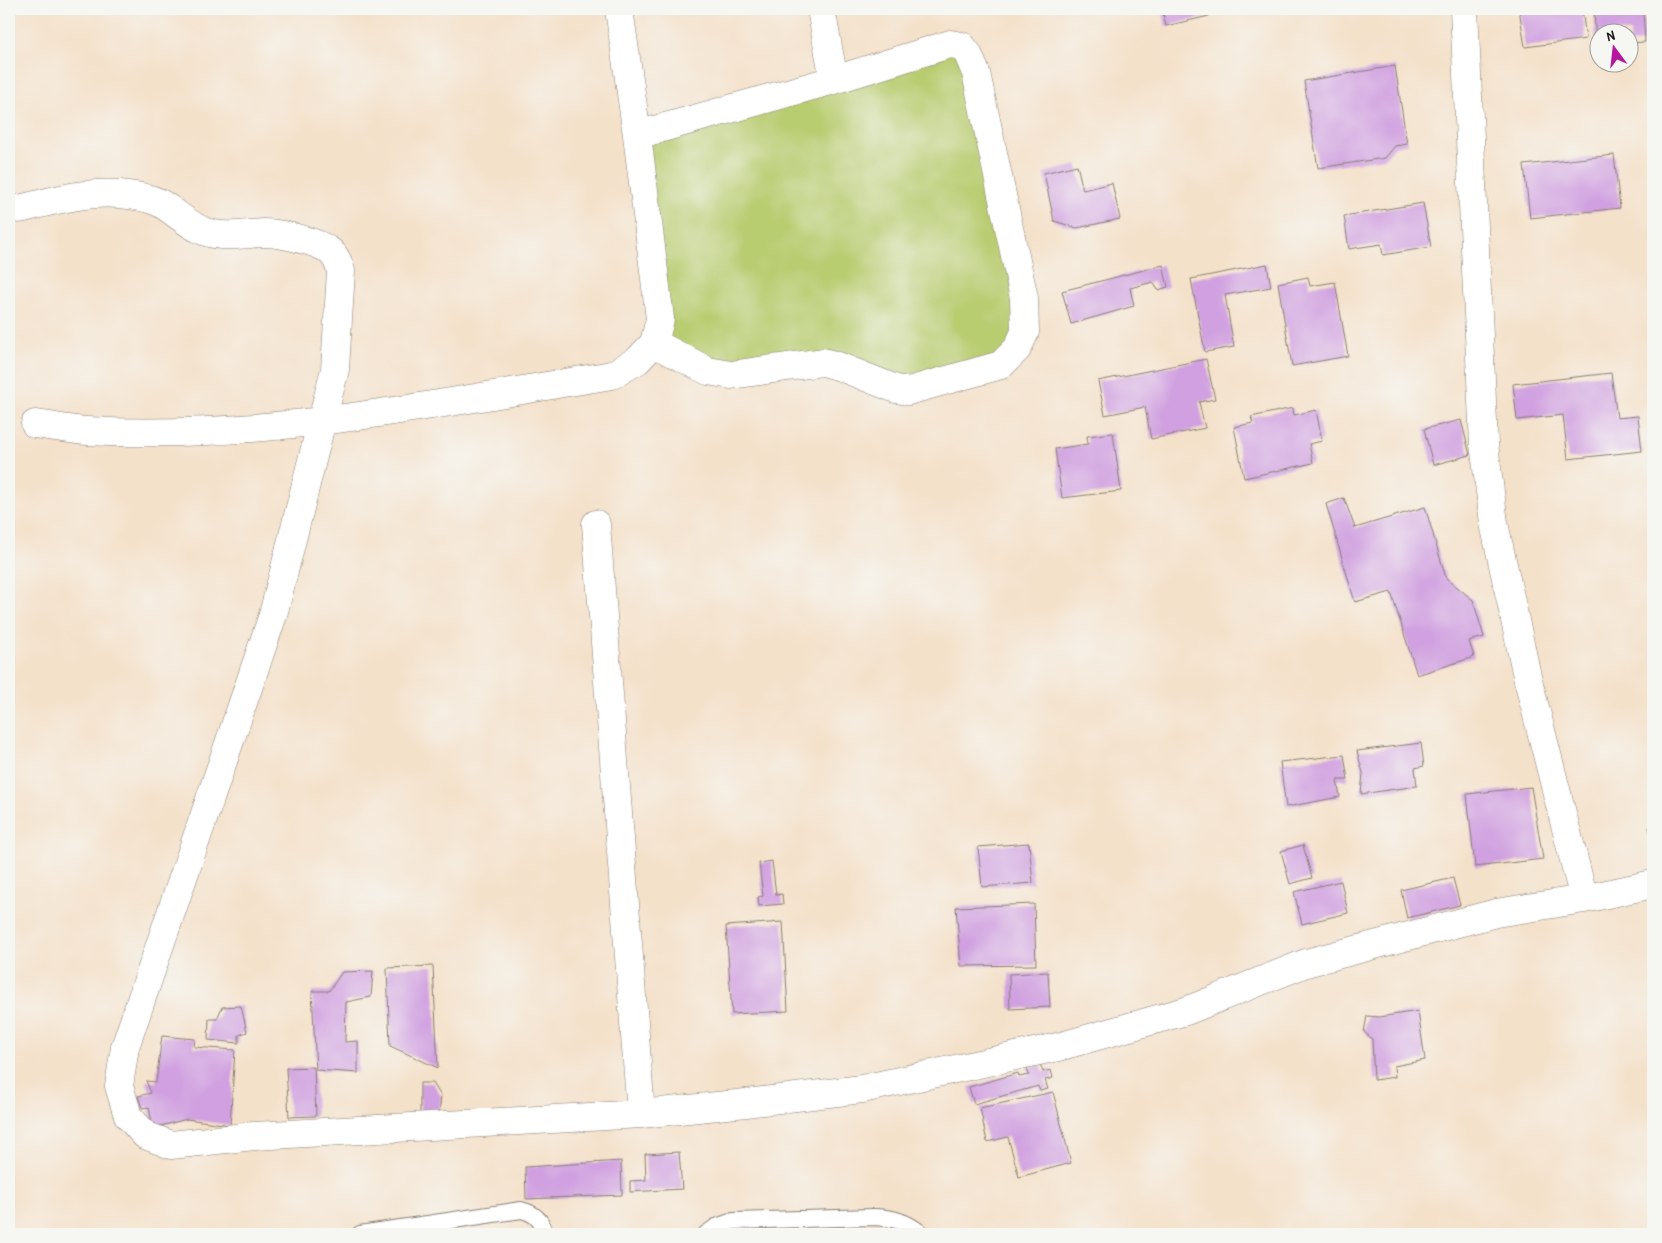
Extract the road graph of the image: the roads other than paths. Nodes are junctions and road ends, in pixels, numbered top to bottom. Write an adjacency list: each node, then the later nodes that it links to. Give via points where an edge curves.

○ ○ ○ ○ ○

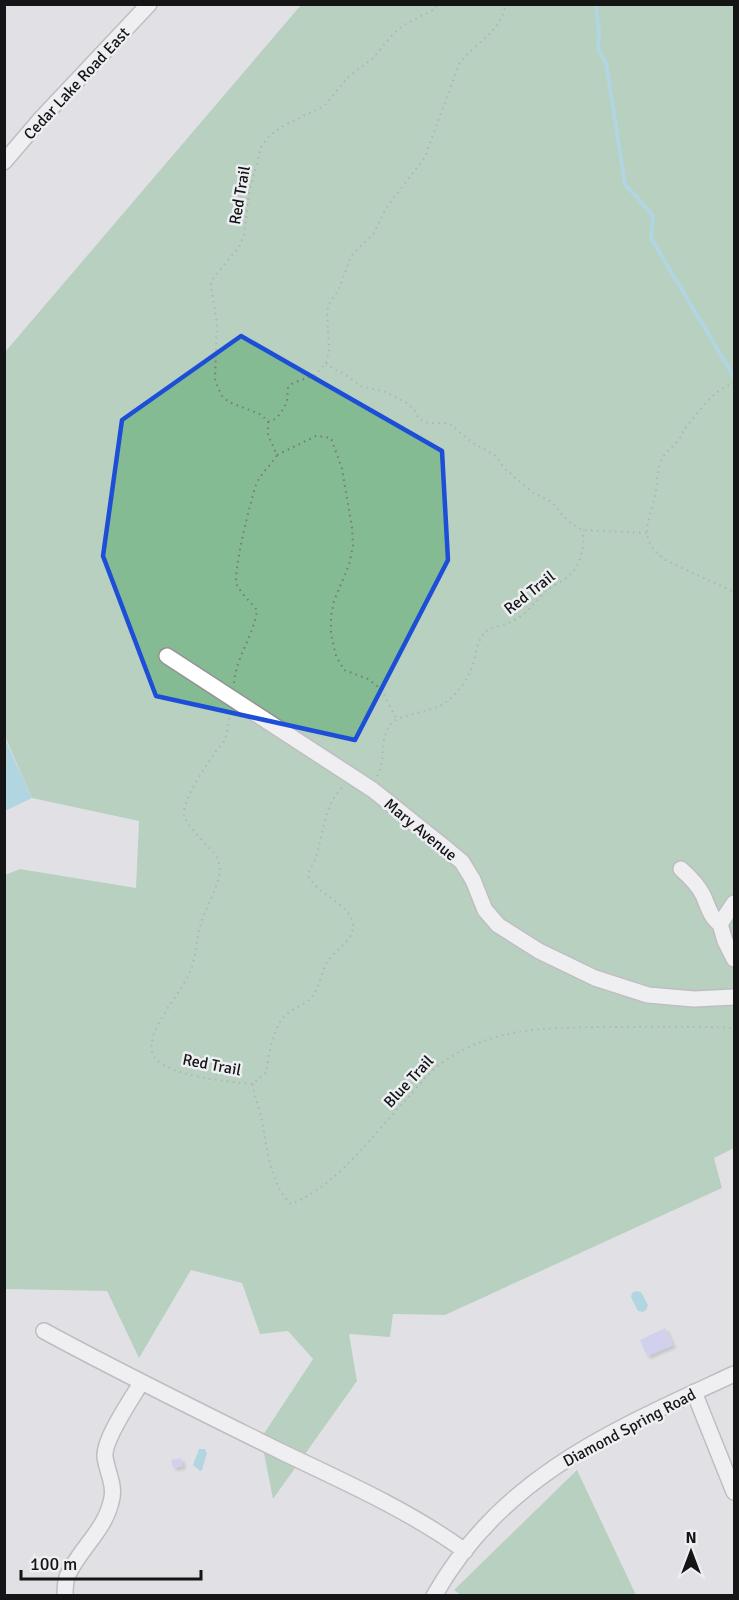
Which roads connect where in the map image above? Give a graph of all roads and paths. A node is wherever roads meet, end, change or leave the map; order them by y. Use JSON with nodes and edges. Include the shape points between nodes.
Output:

○ ○ ○ ○ ○

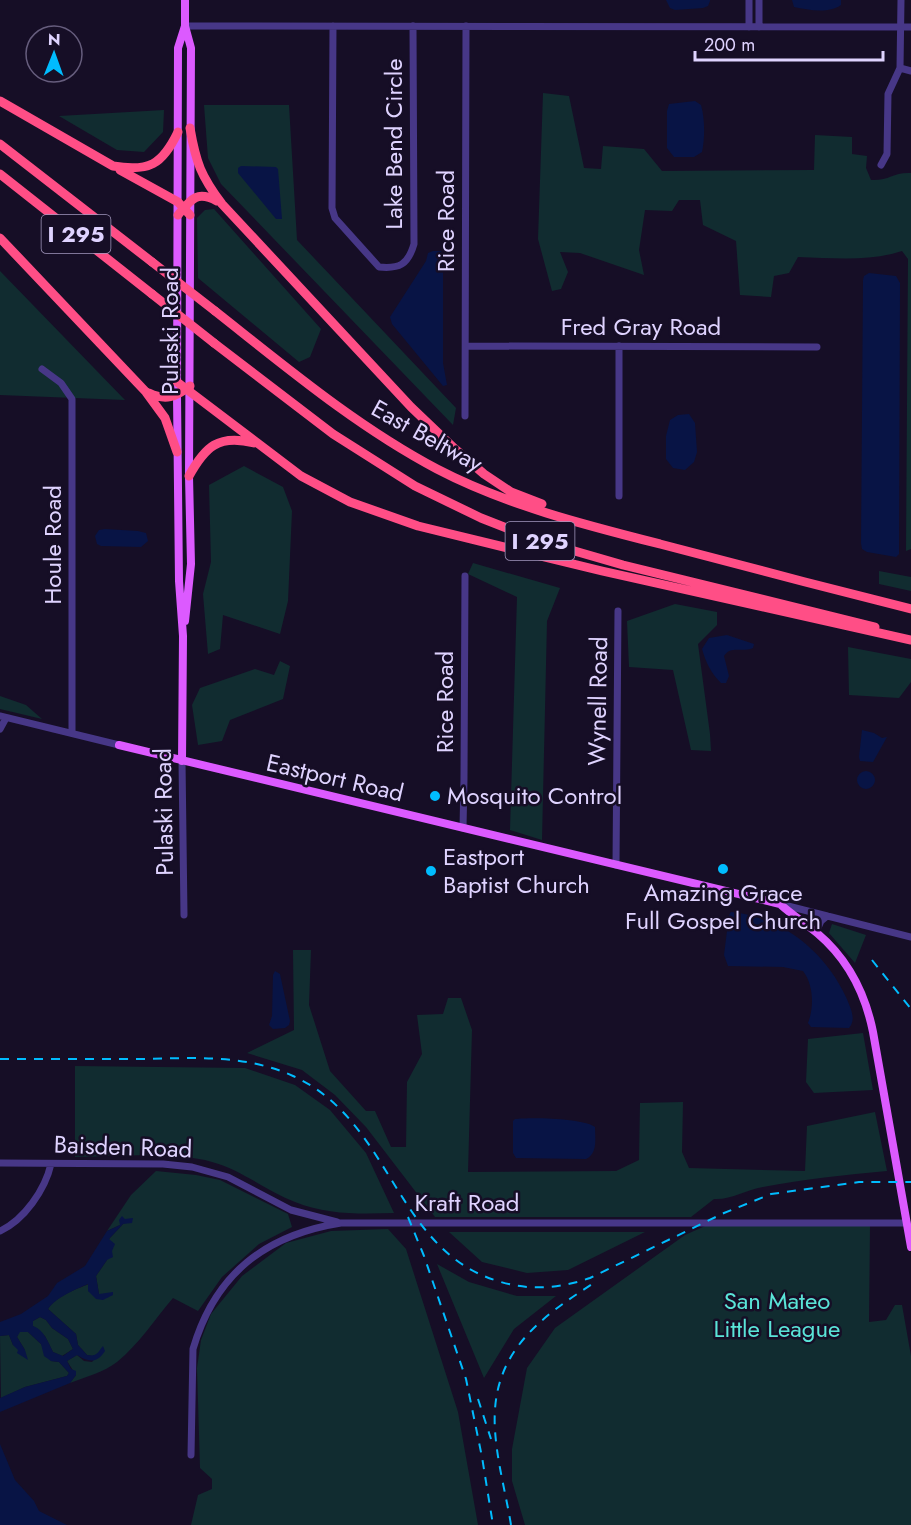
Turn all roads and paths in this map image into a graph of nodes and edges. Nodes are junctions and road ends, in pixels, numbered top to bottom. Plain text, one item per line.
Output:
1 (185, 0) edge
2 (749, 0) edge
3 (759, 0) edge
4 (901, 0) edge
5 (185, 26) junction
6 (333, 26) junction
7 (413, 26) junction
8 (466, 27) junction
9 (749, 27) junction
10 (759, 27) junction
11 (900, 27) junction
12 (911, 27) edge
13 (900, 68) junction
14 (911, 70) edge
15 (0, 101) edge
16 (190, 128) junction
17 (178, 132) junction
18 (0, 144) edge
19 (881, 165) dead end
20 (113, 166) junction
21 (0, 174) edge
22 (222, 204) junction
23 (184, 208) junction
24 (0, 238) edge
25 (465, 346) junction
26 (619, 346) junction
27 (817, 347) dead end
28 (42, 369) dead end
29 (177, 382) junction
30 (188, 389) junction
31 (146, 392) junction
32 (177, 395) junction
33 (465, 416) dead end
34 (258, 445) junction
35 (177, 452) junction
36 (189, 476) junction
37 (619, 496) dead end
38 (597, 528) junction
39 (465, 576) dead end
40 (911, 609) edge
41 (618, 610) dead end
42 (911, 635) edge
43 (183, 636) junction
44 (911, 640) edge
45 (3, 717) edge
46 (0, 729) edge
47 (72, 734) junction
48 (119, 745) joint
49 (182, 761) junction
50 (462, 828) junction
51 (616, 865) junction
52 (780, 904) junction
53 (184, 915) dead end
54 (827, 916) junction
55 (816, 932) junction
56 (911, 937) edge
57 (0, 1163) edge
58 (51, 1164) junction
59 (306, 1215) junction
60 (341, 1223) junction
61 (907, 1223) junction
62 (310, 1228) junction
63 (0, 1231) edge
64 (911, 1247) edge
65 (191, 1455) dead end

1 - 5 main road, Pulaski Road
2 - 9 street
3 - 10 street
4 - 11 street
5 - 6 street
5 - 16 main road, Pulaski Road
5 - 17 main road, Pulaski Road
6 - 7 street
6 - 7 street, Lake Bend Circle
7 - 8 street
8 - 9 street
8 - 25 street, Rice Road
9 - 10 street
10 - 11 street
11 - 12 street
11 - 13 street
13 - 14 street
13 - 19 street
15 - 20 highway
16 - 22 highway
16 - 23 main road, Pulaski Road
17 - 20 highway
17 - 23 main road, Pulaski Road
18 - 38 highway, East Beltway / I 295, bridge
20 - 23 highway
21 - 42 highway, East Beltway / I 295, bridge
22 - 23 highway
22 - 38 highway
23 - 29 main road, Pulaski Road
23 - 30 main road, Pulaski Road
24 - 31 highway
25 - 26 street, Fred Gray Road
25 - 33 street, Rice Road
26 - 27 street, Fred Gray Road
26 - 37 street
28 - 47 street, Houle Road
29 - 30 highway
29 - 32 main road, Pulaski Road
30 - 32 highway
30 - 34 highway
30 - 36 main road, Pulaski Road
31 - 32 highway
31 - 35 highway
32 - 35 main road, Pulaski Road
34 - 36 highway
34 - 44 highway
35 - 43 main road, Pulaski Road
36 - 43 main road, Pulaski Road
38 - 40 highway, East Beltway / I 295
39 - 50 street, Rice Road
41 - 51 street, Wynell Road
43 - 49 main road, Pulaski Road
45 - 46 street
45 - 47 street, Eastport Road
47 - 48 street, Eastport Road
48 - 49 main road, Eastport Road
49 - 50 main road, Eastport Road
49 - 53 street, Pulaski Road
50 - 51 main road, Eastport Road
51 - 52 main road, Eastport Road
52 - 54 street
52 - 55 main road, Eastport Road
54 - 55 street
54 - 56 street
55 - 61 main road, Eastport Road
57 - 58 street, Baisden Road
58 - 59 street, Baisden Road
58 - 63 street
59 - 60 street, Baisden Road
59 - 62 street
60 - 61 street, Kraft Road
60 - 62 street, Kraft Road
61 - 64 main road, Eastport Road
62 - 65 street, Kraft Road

○ ○ ○ ○ ○

## WHAT IS EXPECTED
Every line that contains the string "paths" should be returned from the data.

## YOUR RESPONSE
Extract the road graph of the image: the roads other than paths. Nodes are junctions and road ends, in pixels, numbered top to bottom. Write an adjacency list: each node, then the later nodes that it links to. Give via points where an edge curves.
Which roads connect where in the map image above? Give a graph of all roads and paths. A node is wherever roads meet, end, change or leave the map; order them by y. Use JSON with nodes and edges. Include the shape points between nodes.
Turn all roads and paths in this map image into a graph of nodes and edges. Nodes are junctions and road ends, in pixels, numbered top to bottom. Plain text, one item per line.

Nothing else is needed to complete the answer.